Sometimes when interpolating, there are only a small amount of glyphs that need manual special attention after interpolation.
A dream scenario in those cases would be to be able to work in two masters and only for some letters have a third master as an option.
The functionality would work like this: If there is a glyph on the third master, us it for interpolation in between the two masters. If not, only use the two masters.
I mean, is it the same “engine” as Glyphs 1.0 and will generate same quality, or is there bugs that need to be addressed before retail fonts can be generated?
I don’t want to generate the ‘middle’ instances (2,5,8 and 4,5,6),
because of the ‘stroke-thickness-problem’ in some glyphs, f.e. in the middle of ‘e’,
I want to have the full control over the glyphs.

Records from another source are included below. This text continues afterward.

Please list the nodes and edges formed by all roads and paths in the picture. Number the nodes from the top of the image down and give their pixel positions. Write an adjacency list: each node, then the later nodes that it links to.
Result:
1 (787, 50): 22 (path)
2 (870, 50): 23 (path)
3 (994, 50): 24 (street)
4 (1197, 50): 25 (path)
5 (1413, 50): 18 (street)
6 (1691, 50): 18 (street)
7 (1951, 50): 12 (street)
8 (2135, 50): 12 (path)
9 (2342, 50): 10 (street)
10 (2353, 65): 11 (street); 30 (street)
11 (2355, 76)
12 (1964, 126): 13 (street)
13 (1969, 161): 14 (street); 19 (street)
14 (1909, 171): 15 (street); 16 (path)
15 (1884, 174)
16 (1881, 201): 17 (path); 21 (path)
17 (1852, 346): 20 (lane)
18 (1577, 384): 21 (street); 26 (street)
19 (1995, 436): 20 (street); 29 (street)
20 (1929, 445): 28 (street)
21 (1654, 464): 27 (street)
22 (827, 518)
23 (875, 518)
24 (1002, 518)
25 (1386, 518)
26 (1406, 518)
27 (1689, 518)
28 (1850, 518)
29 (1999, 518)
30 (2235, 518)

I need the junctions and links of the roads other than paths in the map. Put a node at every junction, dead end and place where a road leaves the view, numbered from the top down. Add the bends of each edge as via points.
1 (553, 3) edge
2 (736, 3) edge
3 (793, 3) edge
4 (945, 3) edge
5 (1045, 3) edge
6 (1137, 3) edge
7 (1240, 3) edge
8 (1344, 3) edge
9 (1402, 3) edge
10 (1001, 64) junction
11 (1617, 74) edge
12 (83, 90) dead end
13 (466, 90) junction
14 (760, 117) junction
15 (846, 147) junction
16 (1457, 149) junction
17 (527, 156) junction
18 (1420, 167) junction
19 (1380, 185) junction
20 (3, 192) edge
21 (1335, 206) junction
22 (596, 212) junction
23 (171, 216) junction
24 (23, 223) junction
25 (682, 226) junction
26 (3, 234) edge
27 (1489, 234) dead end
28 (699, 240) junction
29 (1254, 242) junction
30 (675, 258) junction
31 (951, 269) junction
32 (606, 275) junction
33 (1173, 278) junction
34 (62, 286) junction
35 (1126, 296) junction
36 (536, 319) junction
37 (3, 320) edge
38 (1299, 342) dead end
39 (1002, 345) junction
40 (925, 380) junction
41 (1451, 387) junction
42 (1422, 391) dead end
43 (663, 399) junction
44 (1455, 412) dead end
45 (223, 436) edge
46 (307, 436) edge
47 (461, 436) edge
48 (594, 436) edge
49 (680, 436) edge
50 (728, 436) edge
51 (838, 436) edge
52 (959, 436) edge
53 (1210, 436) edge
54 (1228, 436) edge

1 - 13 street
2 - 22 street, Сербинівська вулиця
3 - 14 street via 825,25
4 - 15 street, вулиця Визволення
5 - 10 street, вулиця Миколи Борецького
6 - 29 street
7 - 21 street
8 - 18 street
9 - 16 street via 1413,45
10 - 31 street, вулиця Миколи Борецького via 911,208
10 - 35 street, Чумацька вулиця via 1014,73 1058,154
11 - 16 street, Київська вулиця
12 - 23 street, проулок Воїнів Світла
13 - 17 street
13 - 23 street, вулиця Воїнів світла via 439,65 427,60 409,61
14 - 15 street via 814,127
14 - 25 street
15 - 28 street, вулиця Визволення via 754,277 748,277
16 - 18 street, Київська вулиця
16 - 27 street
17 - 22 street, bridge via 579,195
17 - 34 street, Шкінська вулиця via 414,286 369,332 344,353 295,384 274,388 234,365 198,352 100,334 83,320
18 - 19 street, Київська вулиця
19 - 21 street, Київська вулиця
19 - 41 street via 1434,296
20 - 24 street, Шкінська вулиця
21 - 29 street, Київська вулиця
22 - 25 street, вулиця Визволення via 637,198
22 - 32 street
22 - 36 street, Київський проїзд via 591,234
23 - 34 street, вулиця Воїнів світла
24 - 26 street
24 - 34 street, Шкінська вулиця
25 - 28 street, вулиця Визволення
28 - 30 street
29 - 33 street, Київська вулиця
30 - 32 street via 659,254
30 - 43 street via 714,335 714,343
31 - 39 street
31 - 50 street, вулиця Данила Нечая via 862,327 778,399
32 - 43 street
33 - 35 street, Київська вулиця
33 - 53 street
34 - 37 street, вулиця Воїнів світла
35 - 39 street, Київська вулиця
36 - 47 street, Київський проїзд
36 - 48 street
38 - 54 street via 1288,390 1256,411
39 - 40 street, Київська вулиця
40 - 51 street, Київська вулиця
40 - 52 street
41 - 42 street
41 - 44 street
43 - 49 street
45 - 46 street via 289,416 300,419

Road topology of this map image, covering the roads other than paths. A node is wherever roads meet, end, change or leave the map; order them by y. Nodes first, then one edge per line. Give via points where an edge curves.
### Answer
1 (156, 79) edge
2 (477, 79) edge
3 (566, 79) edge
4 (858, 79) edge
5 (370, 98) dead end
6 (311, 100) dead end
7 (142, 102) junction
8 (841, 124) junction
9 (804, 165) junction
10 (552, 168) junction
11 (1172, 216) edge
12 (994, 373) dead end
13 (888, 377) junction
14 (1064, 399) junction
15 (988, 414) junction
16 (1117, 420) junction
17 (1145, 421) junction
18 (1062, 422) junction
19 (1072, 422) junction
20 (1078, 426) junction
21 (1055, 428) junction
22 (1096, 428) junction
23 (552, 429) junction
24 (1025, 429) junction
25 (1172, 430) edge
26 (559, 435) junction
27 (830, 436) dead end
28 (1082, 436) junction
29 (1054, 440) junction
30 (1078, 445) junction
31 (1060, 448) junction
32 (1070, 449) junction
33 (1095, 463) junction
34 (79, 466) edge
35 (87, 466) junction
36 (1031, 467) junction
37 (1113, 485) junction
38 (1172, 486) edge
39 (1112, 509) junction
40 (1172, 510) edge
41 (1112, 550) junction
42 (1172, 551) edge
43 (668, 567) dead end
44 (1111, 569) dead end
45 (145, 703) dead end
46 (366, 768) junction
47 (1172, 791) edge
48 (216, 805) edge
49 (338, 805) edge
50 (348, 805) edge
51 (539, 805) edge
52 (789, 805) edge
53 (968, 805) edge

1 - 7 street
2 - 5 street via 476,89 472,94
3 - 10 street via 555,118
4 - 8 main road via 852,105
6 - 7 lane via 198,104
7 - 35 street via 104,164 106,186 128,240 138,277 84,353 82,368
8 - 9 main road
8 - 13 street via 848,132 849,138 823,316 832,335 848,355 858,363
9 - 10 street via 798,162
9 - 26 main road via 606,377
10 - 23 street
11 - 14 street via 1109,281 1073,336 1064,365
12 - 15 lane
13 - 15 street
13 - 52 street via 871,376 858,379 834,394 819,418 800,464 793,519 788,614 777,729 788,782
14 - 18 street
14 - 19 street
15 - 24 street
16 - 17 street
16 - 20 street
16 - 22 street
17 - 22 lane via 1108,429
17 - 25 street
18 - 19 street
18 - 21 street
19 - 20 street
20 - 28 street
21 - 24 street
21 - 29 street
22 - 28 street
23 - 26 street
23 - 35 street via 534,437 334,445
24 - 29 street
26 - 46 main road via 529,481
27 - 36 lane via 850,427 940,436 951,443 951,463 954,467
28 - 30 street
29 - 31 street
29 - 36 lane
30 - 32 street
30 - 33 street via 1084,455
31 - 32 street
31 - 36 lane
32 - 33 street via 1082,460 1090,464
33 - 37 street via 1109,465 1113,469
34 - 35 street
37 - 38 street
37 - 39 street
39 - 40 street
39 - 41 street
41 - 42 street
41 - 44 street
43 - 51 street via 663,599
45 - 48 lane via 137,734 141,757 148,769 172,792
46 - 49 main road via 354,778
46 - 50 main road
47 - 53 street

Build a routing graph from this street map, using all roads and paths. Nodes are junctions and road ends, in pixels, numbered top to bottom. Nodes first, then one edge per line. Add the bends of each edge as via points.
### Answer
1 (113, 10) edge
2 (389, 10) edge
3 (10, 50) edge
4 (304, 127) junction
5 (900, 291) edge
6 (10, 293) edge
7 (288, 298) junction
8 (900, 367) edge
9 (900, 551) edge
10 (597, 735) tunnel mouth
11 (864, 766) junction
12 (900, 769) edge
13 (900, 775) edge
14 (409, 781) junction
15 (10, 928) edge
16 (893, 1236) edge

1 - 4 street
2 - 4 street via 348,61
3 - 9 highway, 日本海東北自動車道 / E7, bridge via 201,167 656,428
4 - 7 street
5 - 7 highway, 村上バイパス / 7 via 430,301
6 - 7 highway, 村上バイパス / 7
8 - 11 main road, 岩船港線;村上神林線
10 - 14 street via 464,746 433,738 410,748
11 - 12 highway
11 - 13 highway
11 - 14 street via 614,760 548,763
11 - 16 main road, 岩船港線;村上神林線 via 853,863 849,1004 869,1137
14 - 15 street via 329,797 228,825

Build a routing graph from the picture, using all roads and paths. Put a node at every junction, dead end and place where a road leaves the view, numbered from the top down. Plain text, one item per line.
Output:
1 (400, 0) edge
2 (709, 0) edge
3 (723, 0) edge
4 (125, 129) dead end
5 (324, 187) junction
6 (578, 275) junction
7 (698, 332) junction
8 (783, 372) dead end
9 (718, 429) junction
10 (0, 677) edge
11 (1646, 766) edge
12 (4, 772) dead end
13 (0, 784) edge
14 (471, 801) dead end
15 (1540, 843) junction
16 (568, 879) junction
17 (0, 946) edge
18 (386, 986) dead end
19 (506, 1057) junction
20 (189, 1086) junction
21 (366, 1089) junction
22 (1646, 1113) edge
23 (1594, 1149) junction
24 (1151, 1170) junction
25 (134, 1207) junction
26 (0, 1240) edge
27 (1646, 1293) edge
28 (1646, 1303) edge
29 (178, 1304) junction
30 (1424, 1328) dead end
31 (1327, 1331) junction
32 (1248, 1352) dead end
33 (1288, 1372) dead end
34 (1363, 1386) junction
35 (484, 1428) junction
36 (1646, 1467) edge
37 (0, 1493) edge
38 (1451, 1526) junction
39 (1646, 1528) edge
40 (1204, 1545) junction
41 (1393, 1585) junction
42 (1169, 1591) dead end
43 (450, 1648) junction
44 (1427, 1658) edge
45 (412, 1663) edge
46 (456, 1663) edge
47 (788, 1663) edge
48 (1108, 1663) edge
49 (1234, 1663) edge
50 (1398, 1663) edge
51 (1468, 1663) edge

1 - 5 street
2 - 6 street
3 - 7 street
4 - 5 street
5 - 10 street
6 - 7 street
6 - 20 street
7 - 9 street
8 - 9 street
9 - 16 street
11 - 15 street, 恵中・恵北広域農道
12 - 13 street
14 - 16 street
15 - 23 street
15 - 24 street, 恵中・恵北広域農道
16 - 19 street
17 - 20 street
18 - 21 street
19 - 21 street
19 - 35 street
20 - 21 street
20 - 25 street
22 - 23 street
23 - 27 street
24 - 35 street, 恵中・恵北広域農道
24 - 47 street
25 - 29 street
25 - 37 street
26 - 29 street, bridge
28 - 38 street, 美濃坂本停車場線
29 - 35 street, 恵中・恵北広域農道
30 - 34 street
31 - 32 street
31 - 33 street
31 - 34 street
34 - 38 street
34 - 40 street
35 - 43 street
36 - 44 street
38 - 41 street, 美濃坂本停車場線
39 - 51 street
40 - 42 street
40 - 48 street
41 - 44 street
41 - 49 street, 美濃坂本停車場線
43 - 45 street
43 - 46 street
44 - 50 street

So I don’t speculate on instances, but build all as ‘real’-fonts …
Now:
What does this mean in this ‘new’ system?
(is there a visual map like in the handbook of G1? :))
Are there now better ways, also for these axis?
The point of the brace layers is that you can define Master (and not Instances) specifically for one glyph. You don’t need middle masters for most glyphs, only the ones that have three strokes. So you only add those.
Instances is what you later get out of all your masters.
yes I know about instances and masters.
so I can delete all the ‘middles’ and just keep the ‘dangerous’ 3-or-more-storey-glyphs as “separated master”?!
I got this pic, just to be save before deleting the fonts
It depends what you did with the middle masters. If you adjusted the general contrast, you will need to keep the ‘Con Reg’ and ‘Exp Reg’. But if you just adjusted some glyphs (like the ‘e’ or ‘a’) then you only need the corners and do the adjustments with brace layers.